Mildred was trying not to think about just how much worse it would get. It wasn't that she hadn't, alone in her officer's tent, entertained fancies of this sort — getting the young sergeant alone for a moment, or more than a moment, and letting her secret out — but they were only ever fancies. She wasn't nearly stupid enough to actually go through with them. What she was doing was an abomination unto Nuggan, and no mistake, and she'd worked too hard, come too far, to give herself away now.

The sergeant sighed. He was rather handsome, in a rugged, home-spun sort of way. She really didn't want him to turn her in.

"It has to get worse before it gets better, sir," he said, stilling her hands.

Carefully, more carefully than she'd have expected, he undid her jacket, then her shirt. Was there any hope that he wouldn't notice? She winced when he peeled the fabric, sticky with blood, away from her mangled flesh.

Please don't look down!

He looked down, nodded.

"Yep," he said, "looks like a couple o' broken ribs at least."

"Sergeant, I—"

He met her eyes.

"Don't worry, sir," he said, dampening a rag with his water-bottle. "I knew you from the moment I saw you. You might want to stick a pair of socks down your trousers in future." He blotted at her side with the wet rag. It stung, but she was far too shocked to pay attention to it. "Just a tip," he added.

"You— you knew??"

"Yep." He had pulled a spare shirt out of his pack and was tearing it into strips in a buisiness- like fashion. "Not to worry, though. I'm not about to rat you out."

Thank God!

"Why not," she asked.

"Not that sort, sir. Plain and simple."

Mildred looked at the sergeant, for a moment. He'd saved her life, and now he knew her secret.
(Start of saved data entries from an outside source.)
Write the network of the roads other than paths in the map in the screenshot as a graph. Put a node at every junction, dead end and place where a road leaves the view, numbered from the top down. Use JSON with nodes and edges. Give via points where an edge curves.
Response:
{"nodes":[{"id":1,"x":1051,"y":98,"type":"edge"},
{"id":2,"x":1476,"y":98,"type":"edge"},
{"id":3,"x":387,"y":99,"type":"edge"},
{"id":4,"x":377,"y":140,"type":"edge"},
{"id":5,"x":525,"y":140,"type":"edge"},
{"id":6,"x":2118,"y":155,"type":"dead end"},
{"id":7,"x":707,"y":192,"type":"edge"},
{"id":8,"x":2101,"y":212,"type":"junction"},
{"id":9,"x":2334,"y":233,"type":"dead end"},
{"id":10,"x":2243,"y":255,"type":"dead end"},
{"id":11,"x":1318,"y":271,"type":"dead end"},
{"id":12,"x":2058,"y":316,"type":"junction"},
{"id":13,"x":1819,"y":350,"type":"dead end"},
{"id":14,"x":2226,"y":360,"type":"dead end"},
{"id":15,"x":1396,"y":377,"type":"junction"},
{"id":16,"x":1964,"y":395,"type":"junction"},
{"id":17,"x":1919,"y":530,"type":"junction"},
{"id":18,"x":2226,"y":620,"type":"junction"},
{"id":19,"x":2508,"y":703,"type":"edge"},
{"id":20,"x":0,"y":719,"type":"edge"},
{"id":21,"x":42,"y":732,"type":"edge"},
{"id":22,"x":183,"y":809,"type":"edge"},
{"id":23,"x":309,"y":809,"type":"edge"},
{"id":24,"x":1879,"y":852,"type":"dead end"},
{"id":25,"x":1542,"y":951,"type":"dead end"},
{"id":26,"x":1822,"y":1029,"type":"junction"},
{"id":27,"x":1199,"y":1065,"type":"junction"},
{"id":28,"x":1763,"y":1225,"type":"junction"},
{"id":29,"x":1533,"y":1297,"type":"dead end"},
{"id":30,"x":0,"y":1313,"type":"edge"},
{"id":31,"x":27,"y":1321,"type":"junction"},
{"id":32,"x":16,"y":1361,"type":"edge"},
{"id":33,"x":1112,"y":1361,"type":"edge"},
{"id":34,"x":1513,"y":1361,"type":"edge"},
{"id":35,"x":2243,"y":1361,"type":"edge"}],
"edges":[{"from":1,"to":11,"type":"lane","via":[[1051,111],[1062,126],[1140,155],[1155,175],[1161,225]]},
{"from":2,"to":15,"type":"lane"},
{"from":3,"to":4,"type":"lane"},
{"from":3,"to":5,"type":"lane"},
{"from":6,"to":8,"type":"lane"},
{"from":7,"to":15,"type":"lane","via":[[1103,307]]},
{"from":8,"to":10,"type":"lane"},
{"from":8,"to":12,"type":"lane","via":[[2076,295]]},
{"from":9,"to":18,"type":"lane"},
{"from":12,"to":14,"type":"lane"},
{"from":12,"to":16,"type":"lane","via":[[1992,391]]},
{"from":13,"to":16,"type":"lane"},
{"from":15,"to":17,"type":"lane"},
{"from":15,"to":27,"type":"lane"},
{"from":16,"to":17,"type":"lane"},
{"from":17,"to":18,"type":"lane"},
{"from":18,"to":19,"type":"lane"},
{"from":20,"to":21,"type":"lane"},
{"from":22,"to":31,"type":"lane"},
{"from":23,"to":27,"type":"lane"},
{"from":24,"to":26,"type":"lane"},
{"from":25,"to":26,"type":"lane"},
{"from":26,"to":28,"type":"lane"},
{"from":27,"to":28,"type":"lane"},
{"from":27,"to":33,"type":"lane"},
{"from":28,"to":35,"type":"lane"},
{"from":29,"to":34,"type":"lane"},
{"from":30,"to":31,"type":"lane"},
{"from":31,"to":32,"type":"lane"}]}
"Sergeant, I— look," she said, "it's Mildred. Not Matthew. And sergeant..." she reached out a hand, touched his cheek. Strange. His face was smooth, even though he hadn't shaved that day. "Jack," she ammended. "Is there... Is there anything I can do to... to thank you?"

He looked her in the eye, and pointedly brushed her hand away. "I'm not that sort either, sir." Which was a relief, despite her mild disappointment. "Besides, sir," he said, with a pointed look, "it might not be good for your career, if people find out Matthew Froc is screwing boys." He winked.

Mildred tried to smile through her grimace, as the sergeant wound strips of cloth around the gash in her side. "Damn right," she answered.